Shanghai free-trade zone
Shanghai free-trade zone (FTZ) is the first Hong Kong-like free trade area in mainland China. The plan was first announced by the government in July and it was personally endorsed by Premier Li Keqiang who said he wanted to make the zone a snapshot of how China can upgrade its economic structure. Other mainland cities and provinces including Tianjin and Guangdong have also lobbied Beijing for such approvals. The Shanghai FTZ will first span 28.78 square kilometres in the city's Pudong New Area, including the Waigaoqiao duty-free zone and Yangshan port and it is believed it may eventually expand to cover the entire Pudong district which covers 1,210.4 sq km of land.
Shanghai ahead in China free-trade zone race, eclipsing Qianhai, Hengqin
City's proposal overshadows similar plans for Qianhai in Shenzhen, Hengqin island in Zhuhai and Guangzhou's Nansha
Shanghai is pulling away as the clear winner in the race to set up free trade zones in mainland China, casting a cloud over the future of other areas such as Qianhai that were clear favourites before and had the blessings of top government officials.
The speed at which Shanghai has dusted off plans to become a test bed for bigger economic reforms, including full capital account convertibility, has caught market watchers by surprise even as Qianhai pressed ahead with a charm offensive to attract companies and banks to set up shop within that zone.
The barren stretch of reclaimed land near the Hong Kong border is not alone in feeling the heat.
The Shanghai proposal has also overshadowed similar plans for Hengqin island in the Zhuhai special economic zone and Nansha, a district of the provincial capital Guangzhou which have also thrown their hats into the ring to become such zones.
“There will be competition between Shanghai and Qianhai in the long run, given both are targeted mainly at the opening up of financial services,” said Liao Qun, China chief economist at Citic Bank International.
“Of course, Shanghai has a higher starting point given the development of trade of goods but in the area of service trade, Shanghai free trade zone is also starting from almost zero.”
A draft policy outlining reforms in Shanghai’s recently approved Free Trade Zone (FTZ) could be released as early as this week with its interim management plan due on Sept. 27, the official Shanghai Securities News reported on Wednesday, citing sources with knowledge of the matter.
Plans for FTZs in southern China come at a time when the government is attempting reforms to rebalance its economy, shifting dependence away from manufacturing to consumption.
The proposed Shanghai trade zone will cover less than 30 square kilometres, while Qianhai, which has been dubbed a mini-Hong Kong, is about half that size. But it won’t be size that matters, as what measures and incentives they offer will determine their success with investors in the coming days.
Focused on finance, logistics and technology and backed by the Communist Party, the proposed US$45 billion Qianhai Bay zone hopes to draw on Hong Kong’s expertise as it seeks to provide similar financial services and trade settlement.

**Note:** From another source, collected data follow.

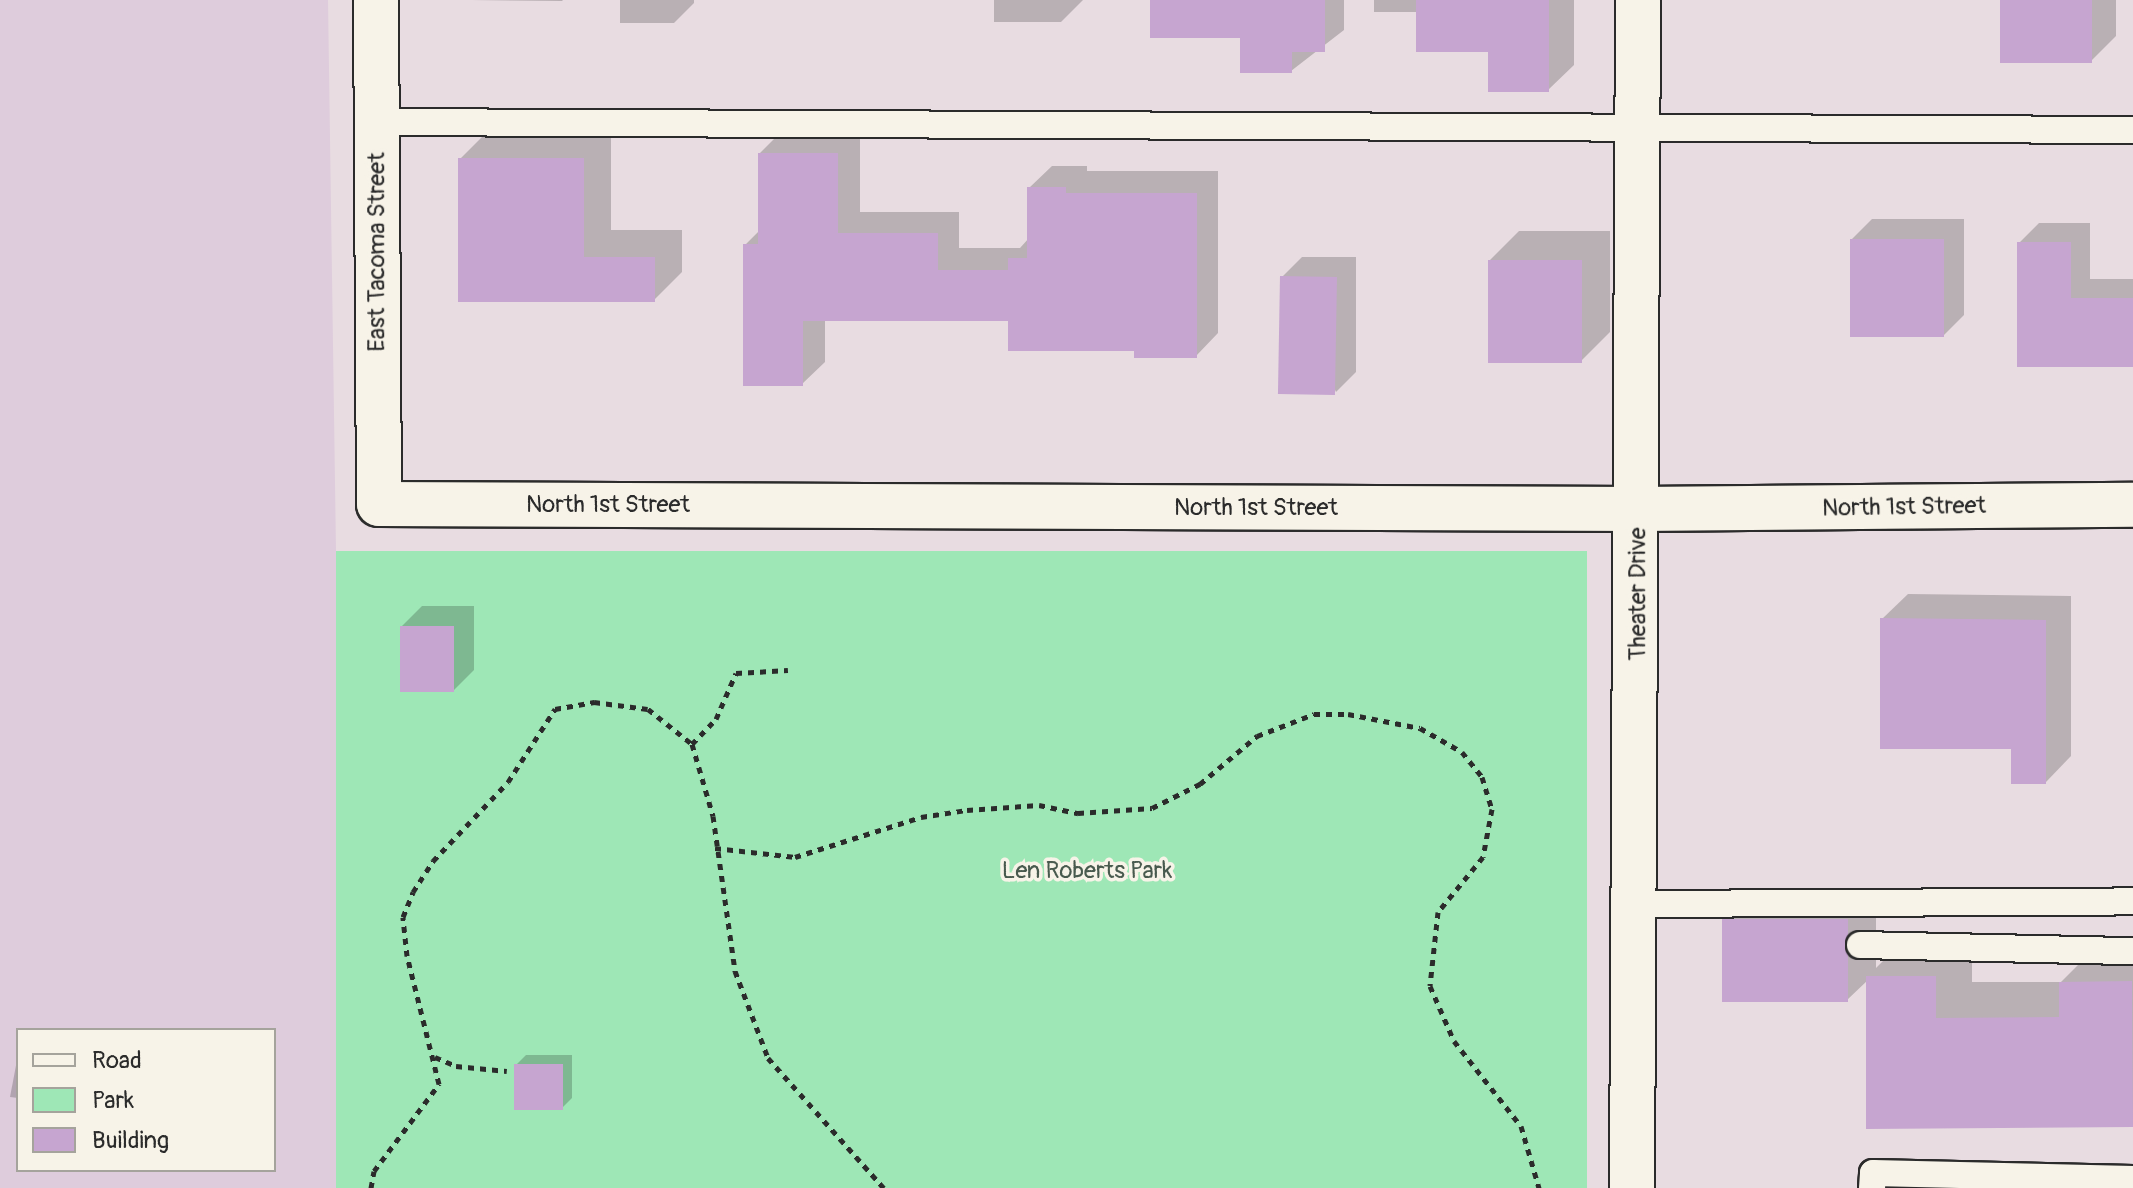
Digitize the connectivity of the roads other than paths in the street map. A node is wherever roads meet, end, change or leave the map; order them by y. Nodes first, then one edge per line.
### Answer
1 (376, 0) edge
2 (1638, 0) edge
3 (376, 122) junction
4 (1638, 128) junction
5 (2133, 130) edge
6 (379, 504) joint
7 (2133, 505) edge
8 (1639, 509) junction
9 (2133, 901) edge
10 (1637, 904) junction
11 (1860, 945) dead end
12 (2133, 951) edge
13 (2133, 1179) edge
14 (1873, 1181) edge
15 (1632, 1188) edge

1 - 3 street, East Tacoma Street
2 - 4 street, Theater Drive
3 - 4 lane
3 - 6 street, East Tacoma Street
4 - 5 lane
4 - 8 street, Theater Drive
6 - 8 street, North 1st Street
7 - 8 street, North 1st Street
8 - 10 street, Theater Drive
9 - 10 lane
10 - 15 street, Theater Drive
11 - 12 lane
13 - 14 lane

But while Qianhai has struggled to attract Hong Kong property developers at its recent land auctions, media reports have outlined a slew of initiatives for Shanghai targeting shipping, insurance, healthcare among various others.
But the case for Shanghai is also not entirely clear, especially in its ambitious dream to operate as a fully liberalised trading hub for the Chinese currency.

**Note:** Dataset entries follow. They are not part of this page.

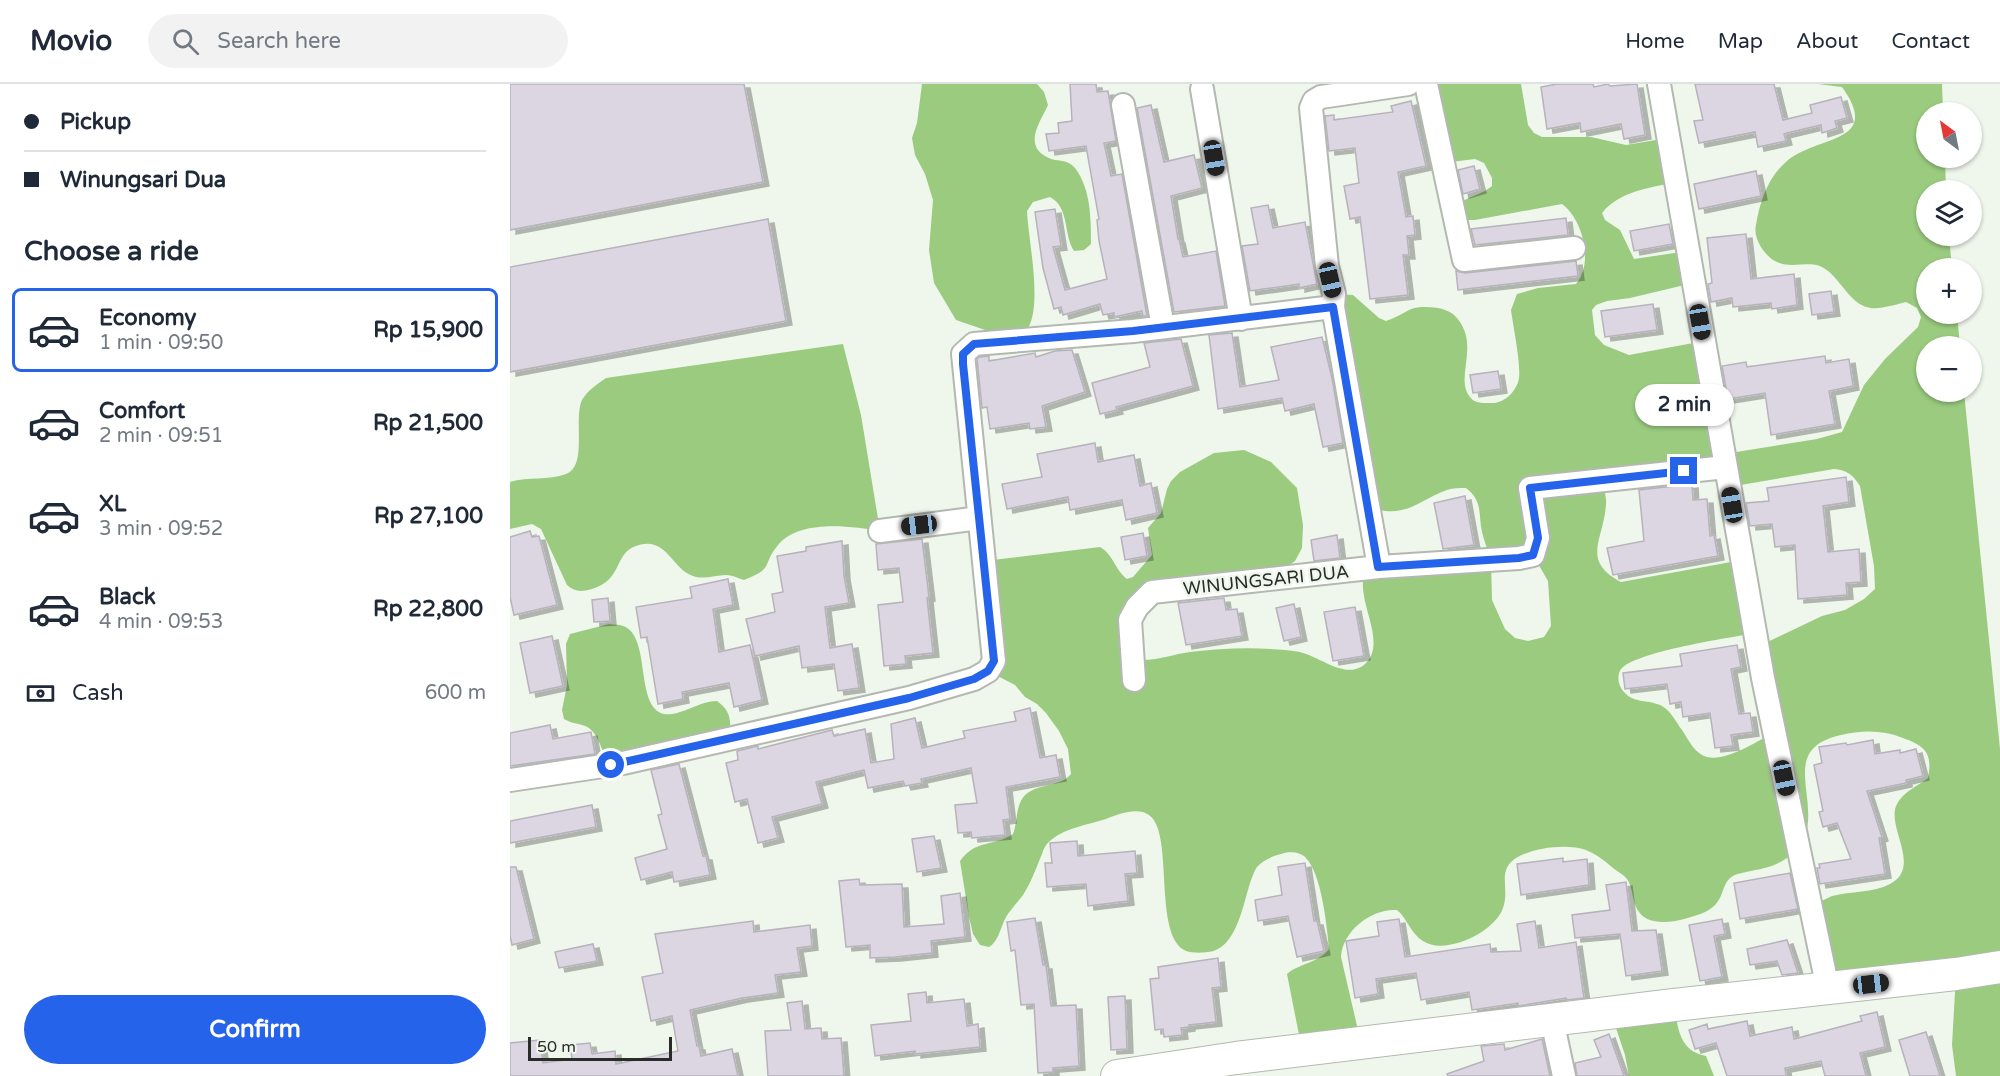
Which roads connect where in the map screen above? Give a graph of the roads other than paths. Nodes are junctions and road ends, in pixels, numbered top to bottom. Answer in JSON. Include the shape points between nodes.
{"nodes":[{"id":1,"x":1408,"y":84,"type":"edge"},
{"id":2,"x":1426,"y":84,"type":"edge"},
{"id":3,"x":1659,"y":84,"type":"edge"},
{"id":4,"x":1202,"y":89,"type":"dead end"},
{"id":5,"x":1123,"y":105,"type":"dead end"},
{"id":6,"x":1574,"y":248,"type":"dead end"},
{"id":7,"x":1333,"y":307,"type":"junction"},
{"id":8,"x":1241,"y":319,"type":"junction"},
{"id":9,"x":1163,"y":327,"type":"junction"},
{"id":10,"x":1726,"y":467,"type":"junction"},
{"id":11,"x":979,"y":518,"type":"junction"},
{"id":12,"x":880,"y":531,"type":"dead end"},
{"id":13,"x":1378,"y":567,"type":"junction"},
{"id":14,"x":1134,"y":680,"type":"dead end"},
{"id":15,"x":510,"y":780,"type":"edge"},
{"id":16,"x":2000,"y":967,"type":"edge"},
{"id":17,"x":1828,"y":989,"type":"junction"},
{"id":18,"x":1552,"y":1020,"type":"junction"},
{"id":19,"x":1117,"y":1076,"type":"edge"},
{"id":20,"x":1563,"y":1076,"type":"edge"}],
"edges":[{"from":1,"to":7,"type":"street","via":[[1321,97],[1311,108]]},
{"from":2,"to":6,"type":"street","via":[[1464,260]]},
{"from":3,"to":10,"type":"street"},
{"from":4,"to":8,"type":"street"},
{"from":5,"to":9,"type":"street"},
{"from":7,"to":8,"type":"street"},
{"from":7,"to":13,"type":"street"},
{"from":8,"to":9,"type":"street"},
{"from":9,"to":11,"type":"street","via":[[974,344],[963,354]]},
{"from":10,"to":13,"type":"street","name":"WINUNGSARI DUA","via":[[1530,488],[1538,538],[1533,555]]},
{"from":10,"to":17,"type":"street","via":[[1763,678]]},
{"from":11,"to":12,"type":"street"},
{"from":11,"to":15,"type":"street","via":[[994,661],[988,671],[974,679],[623,762]]},
{"from":13,"to":14,"type":"street","name":"WINUNGSARI DUA","via":[[1152,592],[1130,620]]},
{"from":16,"to":17,"type":"street"},
{"from":17,"to":18,"type":"street"},
{"from":18,"to":19,"type":"street"},
{"from":18,"to":20,"type":"street"}]}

If authorities restrict the companies to conduct all their business only within the zone, the impact will be very small, while if the freed-up financial services within this zone were accessible to any firm in China, then it would basically have opened up its capital account, Standard Chartered analysts say.

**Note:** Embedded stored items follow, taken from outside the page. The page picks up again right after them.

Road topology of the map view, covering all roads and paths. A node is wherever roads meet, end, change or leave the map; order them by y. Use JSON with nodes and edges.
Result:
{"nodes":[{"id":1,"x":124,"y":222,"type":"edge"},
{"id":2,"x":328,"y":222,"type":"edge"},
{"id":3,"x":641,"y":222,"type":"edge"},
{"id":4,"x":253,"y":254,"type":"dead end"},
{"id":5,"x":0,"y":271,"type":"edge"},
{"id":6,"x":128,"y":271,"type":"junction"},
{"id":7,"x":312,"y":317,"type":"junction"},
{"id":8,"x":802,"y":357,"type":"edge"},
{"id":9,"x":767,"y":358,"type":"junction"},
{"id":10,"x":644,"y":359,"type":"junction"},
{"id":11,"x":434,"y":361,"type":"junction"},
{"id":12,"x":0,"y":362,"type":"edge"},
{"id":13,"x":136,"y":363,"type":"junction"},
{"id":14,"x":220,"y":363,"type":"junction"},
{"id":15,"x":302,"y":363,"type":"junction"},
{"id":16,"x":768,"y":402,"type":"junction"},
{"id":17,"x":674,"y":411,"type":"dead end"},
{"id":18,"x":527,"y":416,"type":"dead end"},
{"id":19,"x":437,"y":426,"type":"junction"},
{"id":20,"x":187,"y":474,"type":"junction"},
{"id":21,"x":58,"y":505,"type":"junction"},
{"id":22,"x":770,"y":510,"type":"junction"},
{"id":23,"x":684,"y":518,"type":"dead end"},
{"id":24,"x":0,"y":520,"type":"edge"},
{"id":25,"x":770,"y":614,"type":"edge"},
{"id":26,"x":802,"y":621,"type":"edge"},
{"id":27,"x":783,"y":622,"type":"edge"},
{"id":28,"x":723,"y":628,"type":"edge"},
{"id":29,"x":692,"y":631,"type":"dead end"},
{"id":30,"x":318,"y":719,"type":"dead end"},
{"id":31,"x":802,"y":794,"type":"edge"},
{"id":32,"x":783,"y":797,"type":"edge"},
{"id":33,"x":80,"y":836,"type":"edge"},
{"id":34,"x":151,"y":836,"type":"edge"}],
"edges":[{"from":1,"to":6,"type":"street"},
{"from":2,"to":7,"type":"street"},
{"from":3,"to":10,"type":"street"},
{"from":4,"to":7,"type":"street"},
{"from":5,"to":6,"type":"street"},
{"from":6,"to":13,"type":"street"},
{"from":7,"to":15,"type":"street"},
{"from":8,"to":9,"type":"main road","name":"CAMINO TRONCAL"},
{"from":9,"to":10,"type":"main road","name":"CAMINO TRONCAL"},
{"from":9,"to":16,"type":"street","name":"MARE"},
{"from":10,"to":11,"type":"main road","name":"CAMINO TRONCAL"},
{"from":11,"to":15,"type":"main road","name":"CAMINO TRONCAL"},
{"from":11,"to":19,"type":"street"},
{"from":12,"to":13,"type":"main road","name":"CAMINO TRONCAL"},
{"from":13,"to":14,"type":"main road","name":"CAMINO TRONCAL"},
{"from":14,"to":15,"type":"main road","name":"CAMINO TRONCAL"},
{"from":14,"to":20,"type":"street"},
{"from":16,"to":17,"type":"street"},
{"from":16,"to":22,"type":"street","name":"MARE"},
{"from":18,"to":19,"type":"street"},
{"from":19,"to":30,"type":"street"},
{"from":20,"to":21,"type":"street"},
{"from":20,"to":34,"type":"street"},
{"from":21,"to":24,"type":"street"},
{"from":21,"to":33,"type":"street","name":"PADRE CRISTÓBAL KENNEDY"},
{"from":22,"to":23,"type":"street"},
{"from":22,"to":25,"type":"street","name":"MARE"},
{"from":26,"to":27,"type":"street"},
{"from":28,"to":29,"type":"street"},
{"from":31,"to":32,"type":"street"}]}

But one thing is certain. Shanghai hosts the country’s markets while Hong Kong is a global financial centre and the competition will be between these two cities in the long term.
For now, market watchers in Hong Kong are adopting a wait-and-see approach to see what policies will be unveiled by Shanghai, with some officials welcoming the challenge.
Citing a Chinese saying, Norman Chan, the chief of the Hong Kong Monetary Authority said competition among financial centres has always been fierce and will be even more in the future.
“Excel and advance” or “stay put and be left behind!” he said at a conference last week.